Tainan mayor says number of victims trapped after quake higher than first thought

More bodies have been recovered from the debris in the aftermath of the Taiwan quake, and the number of those feared trapped has increased. (Courtesy Reuters/Photo grabbed from Reuters video)
Tainan mayor William Lai speaking to media.  More bodies have been recovered from the debris in the aftermath of the Taiwan quake, and the number of those feared trapped has increased. (Courtesy Reuters/Photo grabbed from Reuters video)

 

(Reuters) — The mayor of the southern Taiwanese city of Tainan said on Monday (February 8) that more people were feared trapped inside the rubble of a collapsed apartment block than first thought.

Speaking to journalists beside the building, which was toppled by an earthquake on Saturday (February 6), William Lai said rescuers had corrected upwards the number of people still thought to be inside.

“As of now the number of people trapped inside 124. This number has increased because after we entered, the search and rescue personnel found out that there were people who were not registered as living there. So this number will keep increasing,” he said.

Rescuers pulled out an eight-year-old girl alive from the rubble on Monday afternoon, more than 60 hours after the earthquake.
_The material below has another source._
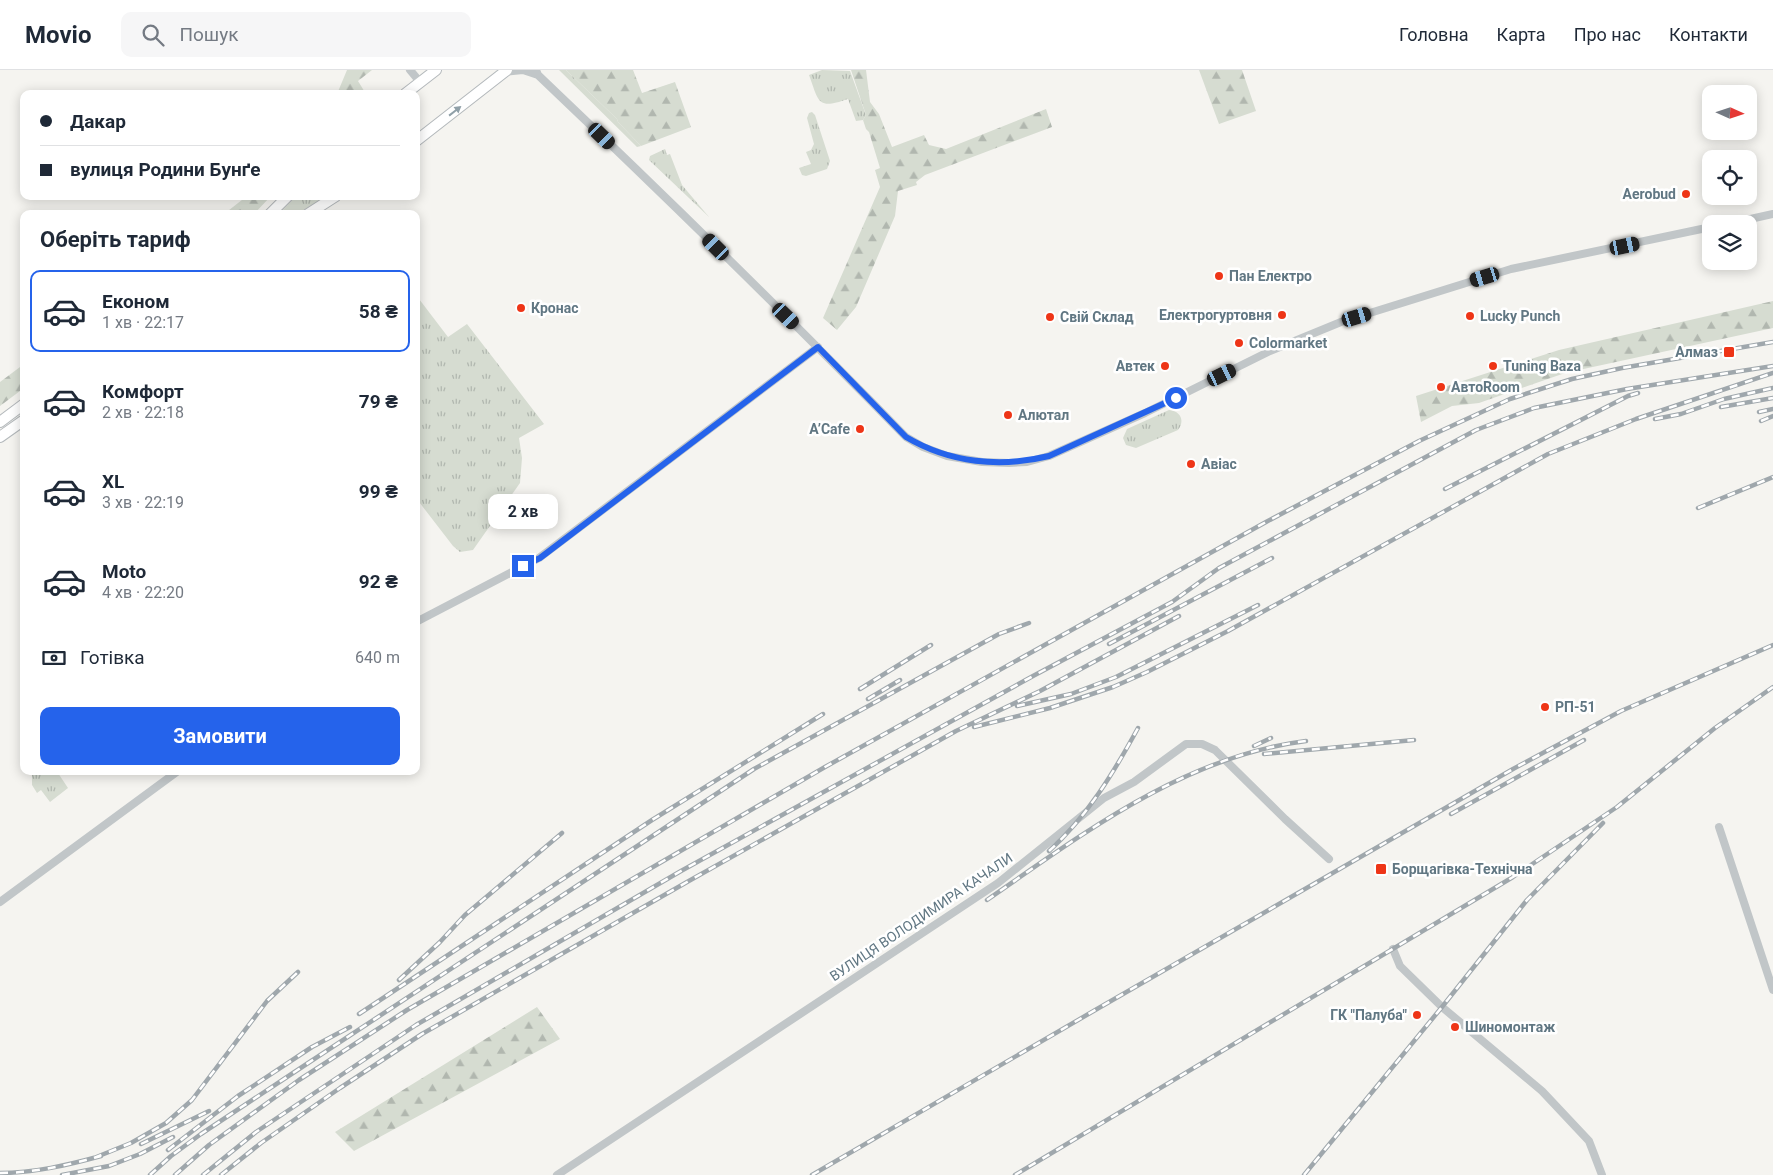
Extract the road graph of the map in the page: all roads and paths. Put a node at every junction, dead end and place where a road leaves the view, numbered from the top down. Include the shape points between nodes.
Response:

The girl, named as Lin Su-Chin, was conscious and had been taken to hospital, Taiwan television stations said, adding there were possibly two other people still alive in the wrecked building.

But Lai warned that the rescue operations was becoming increasingly difficult.

“To add to (the difficulty of) this, because of the limited number in rescue workers and limited cable reach of equipment, we cannot enter the place where we have detected (signs of) life. So we will use the big metal shovel from this (more remote) place to open up another access point,” he said.

The official death toll from the quake has now risen to 38.

The quake struck at about 4 a.m. on Saturday (2000 GMT Friday) at the beginning of the Lunar New Year holiday, with almost all the dead found in Tainan’s toppled Wei-guan Golden Dragon Building.

Rescuers continued to scramble over the twisted wreckage of the building as numbed family members stood around, waiting for news of missing relatives.

Taiwan’s government said in a statement 36 of the 38 dead were from the Wei-guan building, which was built in 1994.

Reuters witnesses at the scene of the collapse saw large rectangular, commercial cans of cooking-oil packed inside wall cavities exposed by the damage, apparently having been used as building material.